Task to carry out:
Each line of the data that mentions the string "solid" needs to be identified and copied.

-------- Information shown

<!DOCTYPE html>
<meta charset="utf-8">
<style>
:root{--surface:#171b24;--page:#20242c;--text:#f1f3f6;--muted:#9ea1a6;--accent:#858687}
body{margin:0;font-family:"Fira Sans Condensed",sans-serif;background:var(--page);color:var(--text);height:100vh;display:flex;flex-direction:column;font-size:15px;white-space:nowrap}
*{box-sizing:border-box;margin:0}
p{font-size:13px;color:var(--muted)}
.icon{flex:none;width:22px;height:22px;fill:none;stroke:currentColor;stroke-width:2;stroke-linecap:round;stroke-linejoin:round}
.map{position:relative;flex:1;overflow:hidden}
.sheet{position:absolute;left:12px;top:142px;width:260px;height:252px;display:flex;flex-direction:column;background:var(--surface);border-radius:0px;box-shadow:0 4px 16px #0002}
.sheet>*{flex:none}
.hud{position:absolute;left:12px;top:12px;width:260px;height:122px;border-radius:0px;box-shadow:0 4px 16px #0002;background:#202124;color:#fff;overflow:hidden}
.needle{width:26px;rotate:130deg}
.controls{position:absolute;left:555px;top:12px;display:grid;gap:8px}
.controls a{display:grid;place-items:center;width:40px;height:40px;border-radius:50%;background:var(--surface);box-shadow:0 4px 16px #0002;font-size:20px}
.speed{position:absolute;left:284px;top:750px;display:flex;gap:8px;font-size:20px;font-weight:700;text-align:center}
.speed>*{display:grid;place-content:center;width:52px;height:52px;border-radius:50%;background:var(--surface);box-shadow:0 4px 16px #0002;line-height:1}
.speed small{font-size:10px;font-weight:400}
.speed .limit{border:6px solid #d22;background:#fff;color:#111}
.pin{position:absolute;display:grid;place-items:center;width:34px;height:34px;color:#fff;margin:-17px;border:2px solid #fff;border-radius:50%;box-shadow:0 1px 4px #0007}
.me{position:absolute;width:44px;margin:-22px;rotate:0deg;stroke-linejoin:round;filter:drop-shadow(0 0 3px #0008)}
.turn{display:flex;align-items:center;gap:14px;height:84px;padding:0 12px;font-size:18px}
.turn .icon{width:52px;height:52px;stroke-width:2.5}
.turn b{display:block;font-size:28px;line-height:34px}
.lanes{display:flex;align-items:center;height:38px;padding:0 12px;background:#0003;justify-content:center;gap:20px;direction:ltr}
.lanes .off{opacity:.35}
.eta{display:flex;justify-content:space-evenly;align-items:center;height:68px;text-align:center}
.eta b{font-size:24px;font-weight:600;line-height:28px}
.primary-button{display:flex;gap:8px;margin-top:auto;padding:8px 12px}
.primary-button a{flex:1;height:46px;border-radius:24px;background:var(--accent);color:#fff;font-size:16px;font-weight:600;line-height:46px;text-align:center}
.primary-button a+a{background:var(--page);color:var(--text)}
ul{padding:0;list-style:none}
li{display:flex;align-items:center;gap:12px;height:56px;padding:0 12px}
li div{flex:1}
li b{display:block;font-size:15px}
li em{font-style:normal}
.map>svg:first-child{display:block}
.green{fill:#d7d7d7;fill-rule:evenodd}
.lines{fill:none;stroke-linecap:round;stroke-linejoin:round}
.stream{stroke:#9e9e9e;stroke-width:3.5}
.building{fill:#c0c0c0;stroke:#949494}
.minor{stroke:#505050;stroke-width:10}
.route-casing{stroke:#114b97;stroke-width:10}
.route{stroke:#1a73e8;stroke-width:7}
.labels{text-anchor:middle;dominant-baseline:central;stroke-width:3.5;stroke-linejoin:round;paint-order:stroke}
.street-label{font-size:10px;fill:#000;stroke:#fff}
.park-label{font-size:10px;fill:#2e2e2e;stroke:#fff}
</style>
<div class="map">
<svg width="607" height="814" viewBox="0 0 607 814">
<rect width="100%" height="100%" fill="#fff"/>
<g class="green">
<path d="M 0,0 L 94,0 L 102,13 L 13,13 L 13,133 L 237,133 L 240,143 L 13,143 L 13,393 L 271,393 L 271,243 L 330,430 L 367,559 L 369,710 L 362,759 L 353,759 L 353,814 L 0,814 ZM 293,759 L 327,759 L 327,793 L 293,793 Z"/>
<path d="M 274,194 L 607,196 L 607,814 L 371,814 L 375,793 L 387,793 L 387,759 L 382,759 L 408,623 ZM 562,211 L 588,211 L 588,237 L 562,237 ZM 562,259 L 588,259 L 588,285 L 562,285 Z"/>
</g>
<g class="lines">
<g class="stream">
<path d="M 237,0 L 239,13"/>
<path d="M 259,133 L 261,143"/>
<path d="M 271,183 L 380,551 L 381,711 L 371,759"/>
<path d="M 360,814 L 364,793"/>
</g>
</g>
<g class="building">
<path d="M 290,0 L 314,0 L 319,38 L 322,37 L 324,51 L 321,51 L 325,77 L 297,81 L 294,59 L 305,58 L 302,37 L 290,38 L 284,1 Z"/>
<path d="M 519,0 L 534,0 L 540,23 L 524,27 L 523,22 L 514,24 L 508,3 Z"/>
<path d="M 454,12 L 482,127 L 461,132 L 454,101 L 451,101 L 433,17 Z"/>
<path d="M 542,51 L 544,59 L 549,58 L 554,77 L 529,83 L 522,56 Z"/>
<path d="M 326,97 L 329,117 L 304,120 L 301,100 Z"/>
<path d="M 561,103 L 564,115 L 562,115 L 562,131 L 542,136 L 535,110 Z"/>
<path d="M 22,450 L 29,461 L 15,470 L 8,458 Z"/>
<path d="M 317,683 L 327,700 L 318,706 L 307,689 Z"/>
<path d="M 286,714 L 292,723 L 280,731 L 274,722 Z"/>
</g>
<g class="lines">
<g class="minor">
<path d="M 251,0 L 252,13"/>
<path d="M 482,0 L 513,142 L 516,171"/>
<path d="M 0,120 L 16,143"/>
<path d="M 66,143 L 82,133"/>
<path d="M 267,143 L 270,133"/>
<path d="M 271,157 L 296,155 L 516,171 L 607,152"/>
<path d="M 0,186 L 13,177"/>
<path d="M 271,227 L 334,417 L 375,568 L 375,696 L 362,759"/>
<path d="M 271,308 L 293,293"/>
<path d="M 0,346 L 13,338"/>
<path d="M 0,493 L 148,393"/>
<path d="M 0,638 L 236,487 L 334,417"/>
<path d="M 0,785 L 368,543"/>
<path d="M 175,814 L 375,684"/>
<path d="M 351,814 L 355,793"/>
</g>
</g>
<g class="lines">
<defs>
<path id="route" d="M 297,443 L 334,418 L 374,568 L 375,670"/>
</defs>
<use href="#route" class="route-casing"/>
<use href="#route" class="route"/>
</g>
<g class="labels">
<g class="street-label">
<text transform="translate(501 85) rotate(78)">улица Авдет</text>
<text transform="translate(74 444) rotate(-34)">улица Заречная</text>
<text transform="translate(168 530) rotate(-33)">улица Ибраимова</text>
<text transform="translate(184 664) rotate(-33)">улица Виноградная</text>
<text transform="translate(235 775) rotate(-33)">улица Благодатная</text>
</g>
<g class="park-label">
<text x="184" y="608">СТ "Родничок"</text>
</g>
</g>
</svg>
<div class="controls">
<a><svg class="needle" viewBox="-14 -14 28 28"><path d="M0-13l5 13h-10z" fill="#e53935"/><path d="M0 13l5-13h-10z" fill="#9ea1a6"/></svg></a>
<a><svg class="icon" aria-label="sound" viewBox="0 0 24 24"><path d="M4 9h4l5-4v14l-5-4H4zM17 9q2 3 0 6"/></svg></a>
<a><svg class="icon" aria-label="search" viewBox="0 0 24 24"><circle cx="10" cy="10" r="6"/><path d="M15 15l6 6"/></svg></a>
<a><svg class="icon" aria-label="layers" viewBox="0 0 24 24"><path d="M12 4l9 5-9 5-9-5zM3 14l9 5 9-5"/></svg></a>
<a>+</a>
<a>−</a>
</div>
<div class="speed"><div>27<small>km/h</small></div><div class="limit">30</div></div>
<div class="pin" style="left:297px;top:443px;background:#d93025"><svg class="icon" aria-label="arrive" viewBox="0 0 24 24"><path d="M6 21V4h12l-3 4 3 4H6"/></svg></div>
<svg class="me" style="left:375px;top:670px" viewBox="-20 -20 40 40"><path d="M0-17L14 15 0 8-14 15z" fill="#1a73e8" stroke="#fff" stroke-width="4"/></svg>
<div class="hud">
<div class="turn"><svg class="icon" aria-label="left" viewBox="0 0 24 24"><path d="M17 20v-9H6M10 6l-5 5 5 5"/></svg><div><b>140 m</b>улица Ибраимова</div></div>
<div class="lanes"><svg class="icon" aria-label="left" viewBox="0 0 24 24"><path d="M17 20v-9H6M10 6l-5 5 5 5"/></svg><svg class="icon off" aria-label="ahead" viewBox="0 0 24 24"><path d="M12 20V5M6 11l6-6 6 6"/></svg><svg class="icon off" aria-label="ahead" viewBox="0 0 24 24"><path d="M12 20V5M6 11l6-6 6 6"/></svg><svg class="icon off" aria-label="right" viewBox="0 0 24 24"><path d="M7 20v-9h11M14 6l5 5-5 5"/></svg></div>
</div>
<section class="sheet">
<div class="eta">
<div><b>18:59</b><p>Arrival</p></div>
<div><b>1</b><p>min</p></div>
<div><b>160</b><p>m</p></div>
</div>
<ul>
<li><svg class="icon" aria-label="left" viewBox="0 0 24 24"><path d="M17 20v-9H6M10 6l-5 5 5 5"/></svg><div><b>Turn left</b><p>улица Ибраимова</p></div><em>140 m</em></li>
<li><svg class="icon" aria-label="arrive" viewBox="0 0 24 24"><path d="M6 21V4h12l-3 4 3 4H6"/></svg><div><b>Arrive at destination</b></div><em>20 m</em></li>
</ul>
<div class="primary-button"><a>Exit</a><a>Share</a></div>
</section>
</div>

----------------

Your solution:
.speed .limit{border:6px solid #d22;background:#fff;color:#111}
.pin{position:absolute;display:grid;place-items:center;width:34px;height:34px;color:#fff;margin:-17px;border:2px solid #fff;border-radius:50%;box-shadow:0 1px 4px #0007}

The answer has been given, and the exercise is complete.